- City: Chișinău, Moldova
- League: Minor Hockey League Division B
- Founded: 2010
- Colours: Orange, silver

= Platina Chișinău =

Platina Chișinău was an ice hockey team in Chișinău, Moldova. They played in the Minor Hockey League Division B before folding in 2015.

==History==
Platina Chișinău was founded in 2010 and participated in the Romanian U18 Hockey League during the 2010-11 season. They won the championship after defeating SC Miercurea Ciuc in the final, two games to none.
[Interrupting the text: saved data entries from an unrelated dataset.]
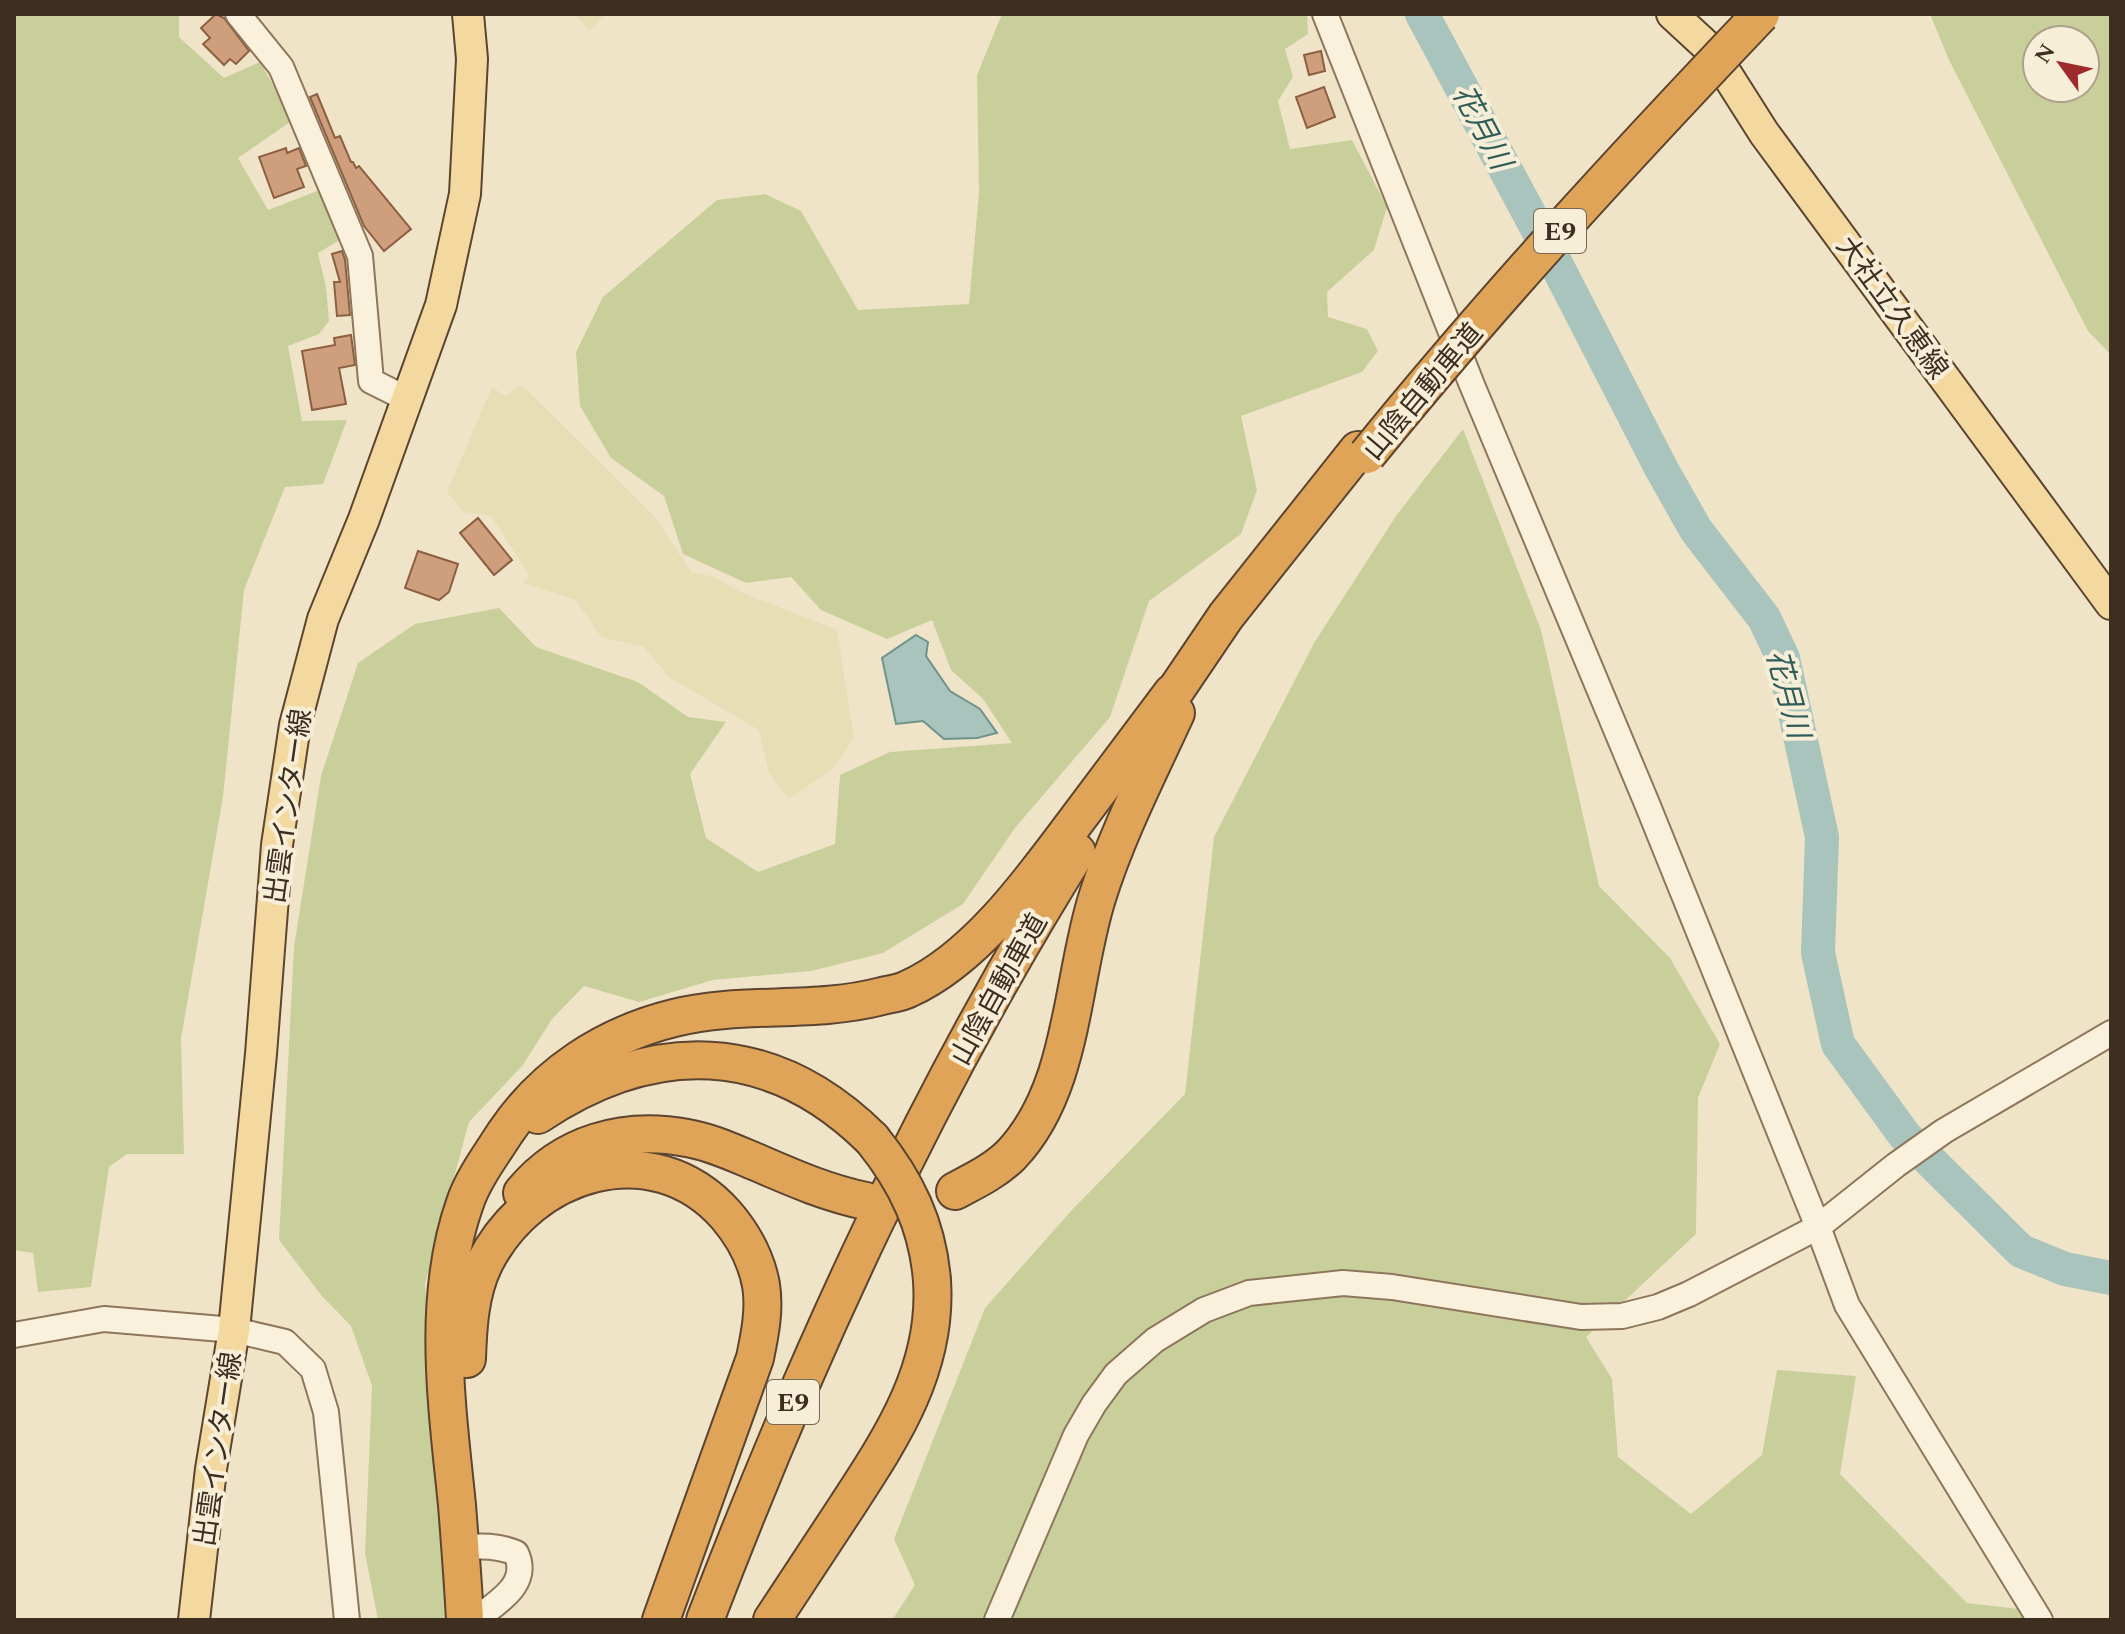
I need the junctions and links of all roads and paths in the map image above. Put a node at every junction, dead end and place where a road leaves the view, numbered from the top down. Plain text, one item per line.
1 (238, 14) edge
2 (468, 14) edge
3 (1325, 14) edge
4 (1672, 14) edge
5 (1745, 14) edge
6 (1761, 14) edge
7 (1712, 51) junction
8 (407, 399) junction
9 (1363, 453) junction
10 (2111, 604) edge
11 (1177, 697) junction
12 (2111, 1033) edge
13 (491, 1155) junction
14 (955, 1191) dead end
15 (878, 1195) junction
16 (1818, 1227) junction
17 (484, 1264) junction
18 (234, 1330) junction
19 (14, 1335) edge
20 (470, 1546) junction
21 (477, 1618) edge
22 (194, 1620) edge
23 (347, 1620) edge
24 (661, 1620) edge
25 (705, 1620) edge
26 (772, 1620) edge
27 (997, 1620) edge
28 (2040, 1620) edge

1 - 8 street
2 - 8 main road, 出雲インター線
3 - 16 street
4 - 7 main road, 大社立久恵線
5 - 7 street
5 - 9 highway, 山陰自動車道 / E9
6 - 9 highway, 山陰自動車道 / E9, bridge
7 - 10 main road, 大社立久恵線
8 - 18 main road, 出雲インター線
9 - 11 highway, 山陰自動車道 / E9
11 - 13 highway
11 - 14 highway
11 - 15 highway, 山陰自動車道 / E9
12 - 16 street
13 - 20 highway
13 - 26 highway, bridge
15 - 17 highway
15 - 25 highway, E9
16 - 27 street
16 - 28 street
17 - 20 highway
17 - 24 highway
18 - 19 street
18 - 22 main road, 出雲インター線
18 - 23 street
20 - 21 highway
20 - 21 street

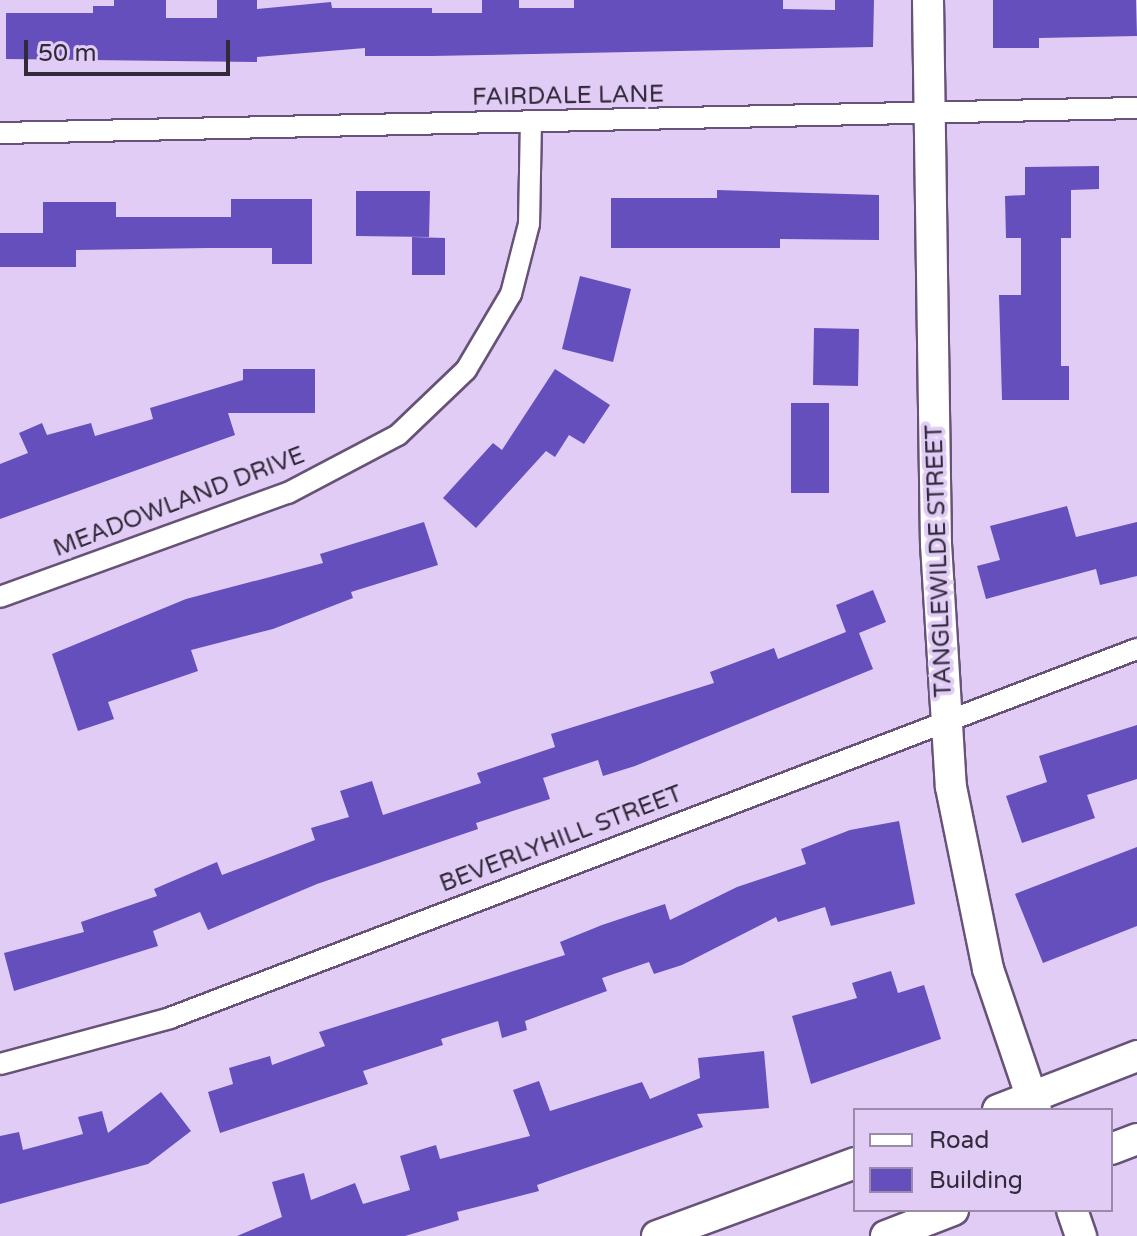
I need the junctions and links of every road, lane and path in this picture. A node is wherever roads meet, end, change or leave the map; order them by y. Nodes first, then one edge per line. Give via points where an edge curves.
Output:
1 (928, 0) edge
2 (1137, 108) edge
3 (929, 115) junction
4 (531, 123) junction
5 (0, 133) edge
6 (0, 597) edge
7 (1137, 649) edge
8 (945, 718) junction
9 (1137, 1056) edge
10 (0, 1064) edge
11 (1034, 1104) edge
12 (1010, 1108) edge
13 (1137, 1139) edge
14 (1113, 1148) edge
15 (853, 1164) edge
16 (948, 1212) edge
17 (1073, 1212) edge
18 (657, 1236) edge
19 (886, 1236) edge
20 (1081, 1236) edge

1 - 3 street, TANGLEWILDE STREET
2 - 3 street, FAIRDALE LANE
3 - 4 street, FAIRDALE LANE
3 - 8 street, TANGLEWILDE STREET via 936,544
4 - 5 street, FAIRDALE LANE
4 - 6 street, MEADOWLAND DRIVE via 529,224 511,294 466,370 398,435 288,493
7 - 8 street, BEVERLYHILL STREET
8 - 10 street, BEVERLYHILL STREET via 170,1018
8 - 11 street, TANGLEWILDE STREET via 965,878
9 - 11 street
11 - 12 street
13 - 14 street
15 - 18 street
16 - 19 street
17 - 20 street

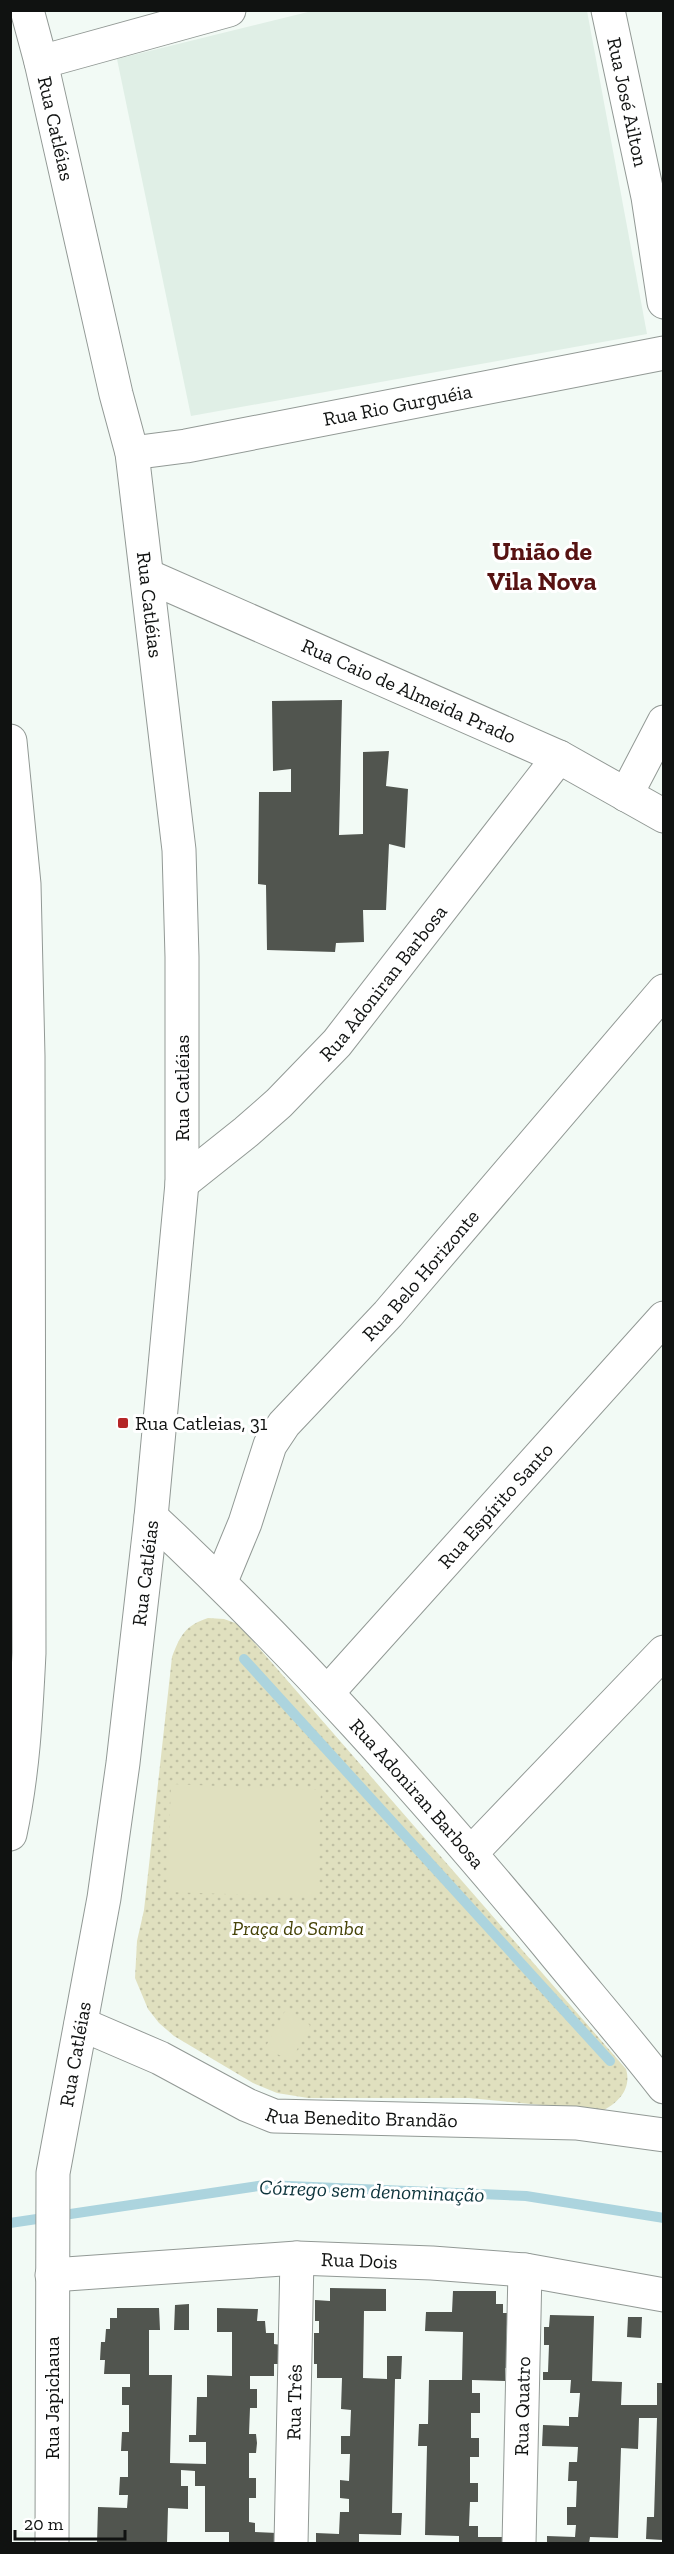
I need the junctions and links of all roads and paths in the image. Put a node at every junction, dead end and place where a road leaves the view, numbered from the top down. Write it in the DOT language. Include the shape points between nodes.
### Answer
graph roads {
  1 [pos="27,10"];
  2 [pos="230,10"];
  3 [pos="608,10"];
  4 [pos="41,62"];
  5 [pos="663,302"];
  6 [pos="663,352"];
  7 [pos="132,453"];
  8 [pos="148,576"];
  9 [pos="663,722"];
  10 [pos="10,741"];
  11 [pos="559,757"];
  12 [pos="626,795"];
  13 [pos="663,816"];
  14 [pos="663,991"];
  15 [pos="182,1183"];
  16 [pos="663,1318"];
  17 [pos="151,1517"];
  18 [pos="221,1581"];
  19 [pos="663,1652"];
  20 [pos="327,1692"];
  21 [pos="10,1834"];
  22 [pos="471,1853"];
  23 [pos="81,2024"];
  24 [pos="659,2069"];
  25 [pos="663,2135"];
  26 [pos="297,2258"];
  27 [pos="52,2264"];
  28 [pos="525,2270"];
  29 [pos="663,2295"];
  30 [pos="52,2544"];
  31 [pos="291,2544"];
  32 [pos="519,2544"];
  1 -- 4 [label="street, Rua Catléias"];
  2 -- 4 [label="street"];
  3 -- 5 [label="street, Rua José Ailton" via="648,196"];
  4 -- 7 [label="street, Rua Catléias"];
  6 -- 7 [label="street, Rua Rio Gurguéia" via="248,434"];
  7 -- 8 [label="street, Rua Catléias"];
  8 -- 11 [label="street, Rua Caio de Almeida Prado"];
  8 -- 15 [label="street, Rua Catléias" via="179,850"];
  9 -- 12 [label="street"];
  10 -- 21 [label="street" via="24,884 28,1056 29,1653 26,1732"];
  11 -- 12 [label="street, Rua Caio de Almeida Prado"];
  11 -- 15 [label="street, Rua Adoniran Barbosa" via="337,1043 271,1110"];
  12 -- 13 [label="street, Rua Caio de Almeida Prado"];
  14 -- 18 [label="street, Rua Belo Horizonte" via="388,1314 284,1424 270,1445"];
  15 -- 17 [label="street, Rua Catléias"];
  16 -- 20 [label="street, Rua Espírito Santo"];
  17 -- 18 [label="street, Rua Adoniran Barbosa"];
  17 -- 23 [label="street, Rua Catléias" via="105,1894"];
  18 -- 20 [label="street, Rua Adoniran Barbosa"];
  19 -- 22 [label="street"];
  20 -- 22 [label="street, Rua Adoniran Barbosa"];
  22 -- 24 [label="street, Rua Adoniran Barbosa"];
  23 -- 25 [label="street, Rua Benedito Brandão" via="160,2058 274,2116 576,2123"];
  23 -- 27 [label="street, Rua Catléias" via="53,2173"];
  26 -- 27 [label="street, Rua Dois"];
  26 -- 28 [label="street, Rua Dois"];
  26 -- 31 [label="street, Rua Três"];
  27 -- 30 [label="street, Rua Japichaua"];
  28 -- 29 [label="street, Rua Dois"];
  28 -- 32 [label="street, Rua Quatro"];
}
For the 2011-12 season, Platina joined the Romanian Hockey League, initially participating in the first round. They defeated HSC Csíkszereda 9-4 in their first game, but had to forfeit their second game, also against HSC Csíkszereda, due to not having the minimum number of players available to play. A brawl occurred in their third game, a 9-2 win again against HSC Csíkszereda. All players involved were suspended, which forced Platina to forfeit their fourth scheduled game against HSC Csíkszereda, as they did not have enough players available due to the suspensions. After failing to appear for and forfeiting their next two games against CS Progym Gheorgheni, Platina withdrew from the league.

The club joined the Minor Hockey League Division B for the 2012-13 season. They finished in last place in the North-West Division, recording only three points after losing 38 out of 40 games.